I don’t understand liquidation bots, but I want to.
So I set out to figure out how they work.
I quickly found this medium article:
I wanted to get a high level idea of how they work. After a little reading, this is what I understand so far. The basic algorithm looks like this:
- Watch a lot of vaults on Aave or Maker until you find one where the health of it goes below 1 (debt value > collateral value)
- Take a flashloan in the debt asset to liquidate the vault
- Collect the collateral at my ETH address
- Convert the collateral into the debt asset
- Pay off the flash loan
Conceptually, it’s that simple.
Practically, the difficulty lives in the execution.

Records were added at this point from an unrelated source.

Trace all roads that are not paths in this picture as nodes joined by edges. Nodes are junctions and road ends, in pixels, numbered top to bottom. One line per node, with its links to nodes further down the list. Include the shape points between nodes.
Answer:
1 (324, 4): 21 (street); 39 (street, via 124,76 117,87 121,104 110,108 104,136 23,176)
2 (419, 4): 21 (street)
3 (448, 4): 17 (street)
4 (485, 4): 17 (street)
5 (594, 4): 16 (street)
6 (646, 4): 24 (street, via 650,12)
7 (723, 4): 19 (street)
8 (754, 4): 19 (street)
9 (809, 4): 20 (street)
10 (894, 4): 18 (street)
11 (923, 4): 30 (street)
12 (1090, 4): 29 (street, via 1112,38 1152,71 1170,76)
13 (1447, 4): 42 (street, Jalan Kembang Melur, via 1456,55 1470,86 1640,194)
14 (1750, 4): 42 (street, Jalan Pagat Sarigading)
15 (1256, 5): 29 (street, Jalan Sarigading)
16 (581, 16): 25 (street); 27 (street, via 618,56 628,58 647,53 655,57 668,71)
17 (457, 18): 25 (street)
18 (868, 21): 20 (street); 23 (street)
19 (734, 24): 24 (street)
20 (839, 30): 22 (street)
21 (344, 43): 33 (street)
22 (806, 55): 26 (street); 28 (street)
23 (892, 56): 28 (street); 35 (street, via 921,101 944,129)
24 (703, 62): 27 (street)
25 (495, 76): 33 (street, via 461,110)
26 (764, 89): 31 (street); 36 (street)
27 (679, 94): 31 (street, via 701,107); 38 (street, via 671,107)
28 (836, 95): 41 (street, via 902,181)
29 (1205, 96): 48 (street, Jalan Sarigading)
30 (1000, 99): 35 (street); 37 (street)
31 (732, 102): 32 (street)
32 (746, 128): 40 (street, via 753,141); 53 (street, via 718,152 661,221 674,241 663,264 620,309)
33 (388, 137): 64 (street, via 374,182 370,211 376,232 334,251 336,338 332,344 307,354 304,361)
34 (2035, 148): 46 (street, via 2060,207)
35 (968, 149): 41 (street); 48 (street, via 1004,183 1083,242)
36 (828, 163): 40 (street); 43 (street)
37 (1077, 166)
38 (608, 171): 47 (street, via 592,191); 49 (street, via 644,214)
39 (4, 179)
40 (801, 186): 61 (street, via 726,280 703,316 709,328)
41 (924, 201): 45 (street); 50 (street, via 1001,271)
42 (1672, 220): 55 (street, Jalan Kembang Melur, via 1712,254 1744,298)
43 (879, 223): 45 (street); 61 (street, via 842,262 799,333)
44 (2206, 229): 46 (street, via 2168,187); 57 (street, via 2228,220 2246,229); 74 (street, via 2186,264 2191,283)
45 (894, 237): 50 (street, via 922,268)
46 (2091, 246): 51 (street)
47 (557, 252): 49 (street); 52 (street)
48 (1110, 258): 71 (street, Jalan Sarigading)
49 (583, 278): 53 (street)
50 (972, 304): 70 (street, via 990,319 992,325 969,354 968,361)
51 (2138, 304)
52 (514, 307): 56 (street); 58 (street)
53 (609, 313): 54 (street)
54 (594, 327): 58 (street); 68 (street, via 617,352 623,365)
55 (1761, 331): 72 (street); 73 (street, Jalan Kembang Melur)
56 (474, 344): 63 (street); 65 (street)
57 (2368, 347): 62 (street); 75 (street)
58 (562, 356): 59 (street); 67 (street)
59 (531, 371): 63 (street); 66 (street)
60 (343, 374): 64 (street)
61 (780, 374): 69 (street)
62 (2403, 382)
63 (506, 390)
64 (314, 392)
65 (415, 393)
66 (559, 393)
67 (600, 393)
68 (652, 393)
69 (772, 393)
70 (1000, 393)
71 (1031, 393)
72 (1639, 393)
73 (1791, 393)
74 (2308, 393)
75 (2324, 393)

First, write the bot that listens to vaults. Making this performant enough to be competitive with others will be a challenge.

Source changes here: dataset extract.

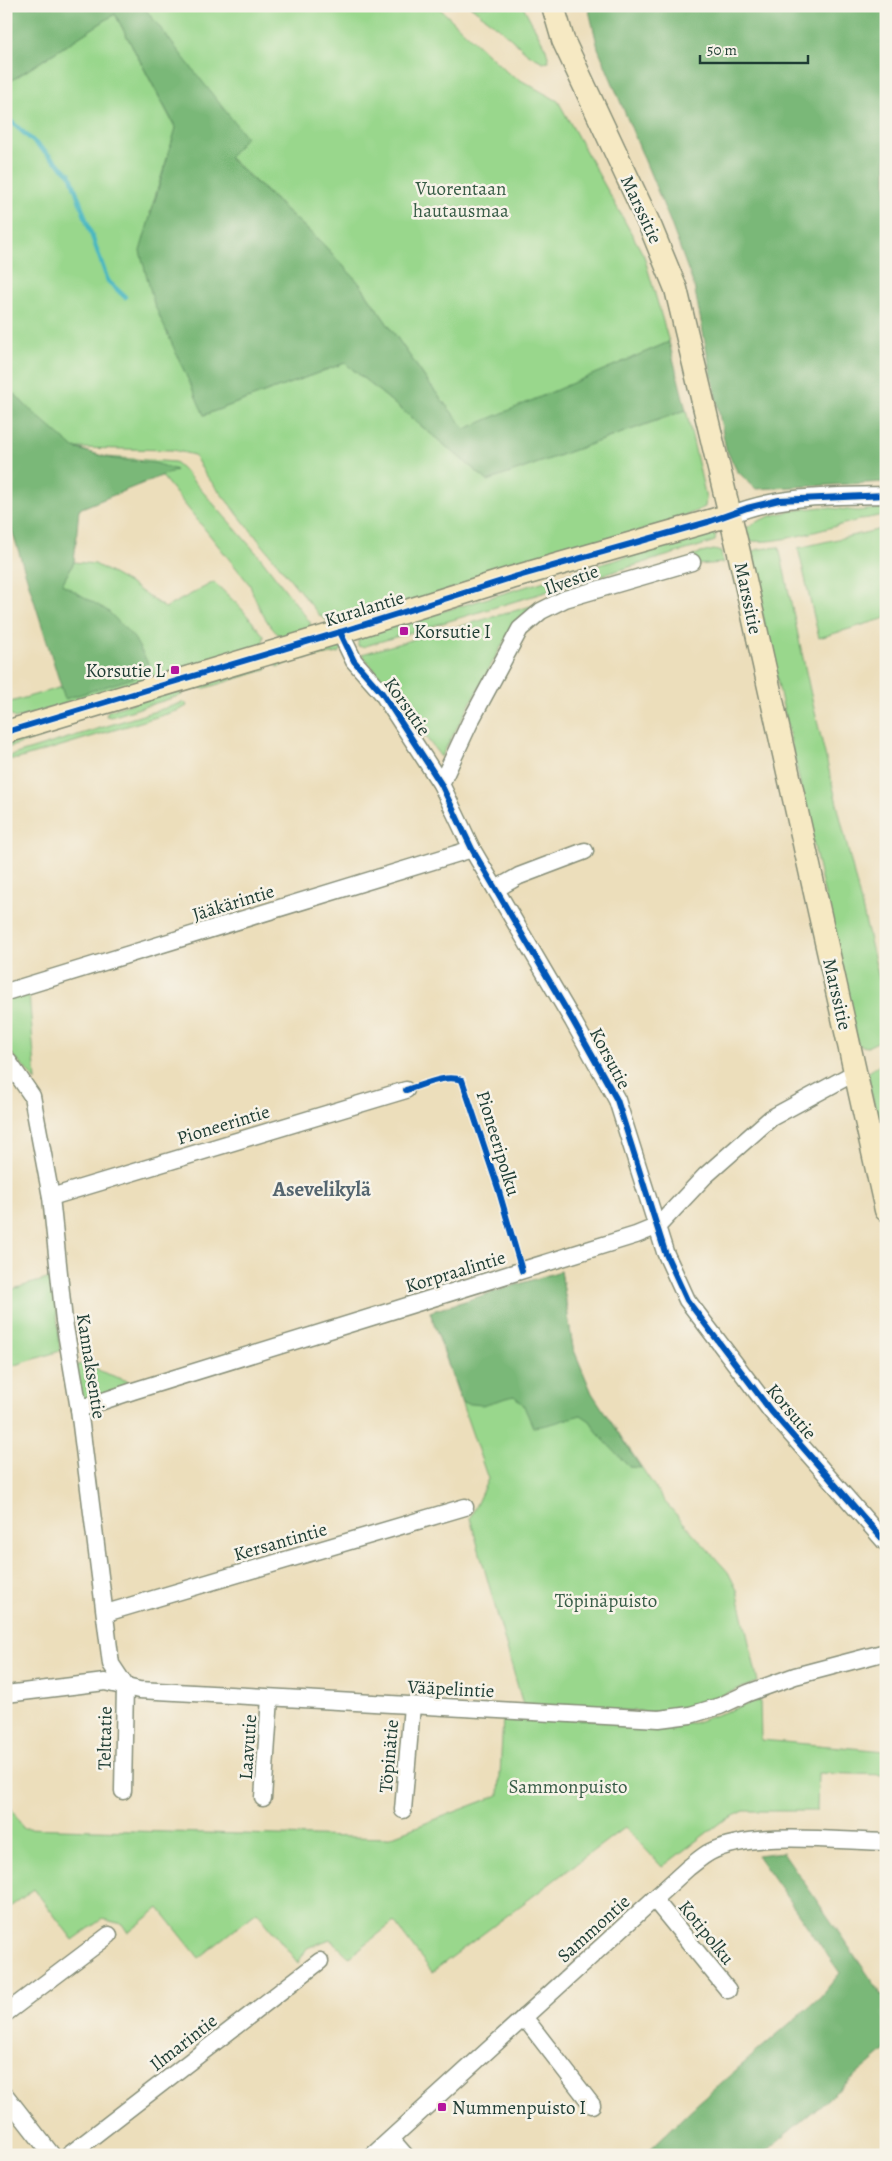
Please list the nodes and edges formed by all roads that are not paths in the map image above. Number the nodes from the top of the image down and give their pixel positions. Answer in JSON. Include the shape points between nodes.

Next, write the smart contract to handle the flashloan and repo work: borrow, collect, swap, repay, profit. This is actually straightforwardish.

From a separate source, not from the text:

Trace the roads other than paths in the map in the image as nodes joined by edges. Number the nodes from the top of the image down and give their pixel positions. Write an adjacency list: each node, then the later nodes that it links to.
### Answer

After that, having your gas strategy dialed in to get your transaction through without being front-run is another amorphous challenge.
Without any experience yet, my guess is that getting the transaction through is probably quite difficult. At this point in time, lots of people know about this profit making strategy.
So even if you know the strategy and are capable of executing on it, as time goes on, it will get more and more difficult to spot a vulnerable loan and execute the liquidation before someone else does.
That being said, I think I’m going to get to work writing code and try to do something like this.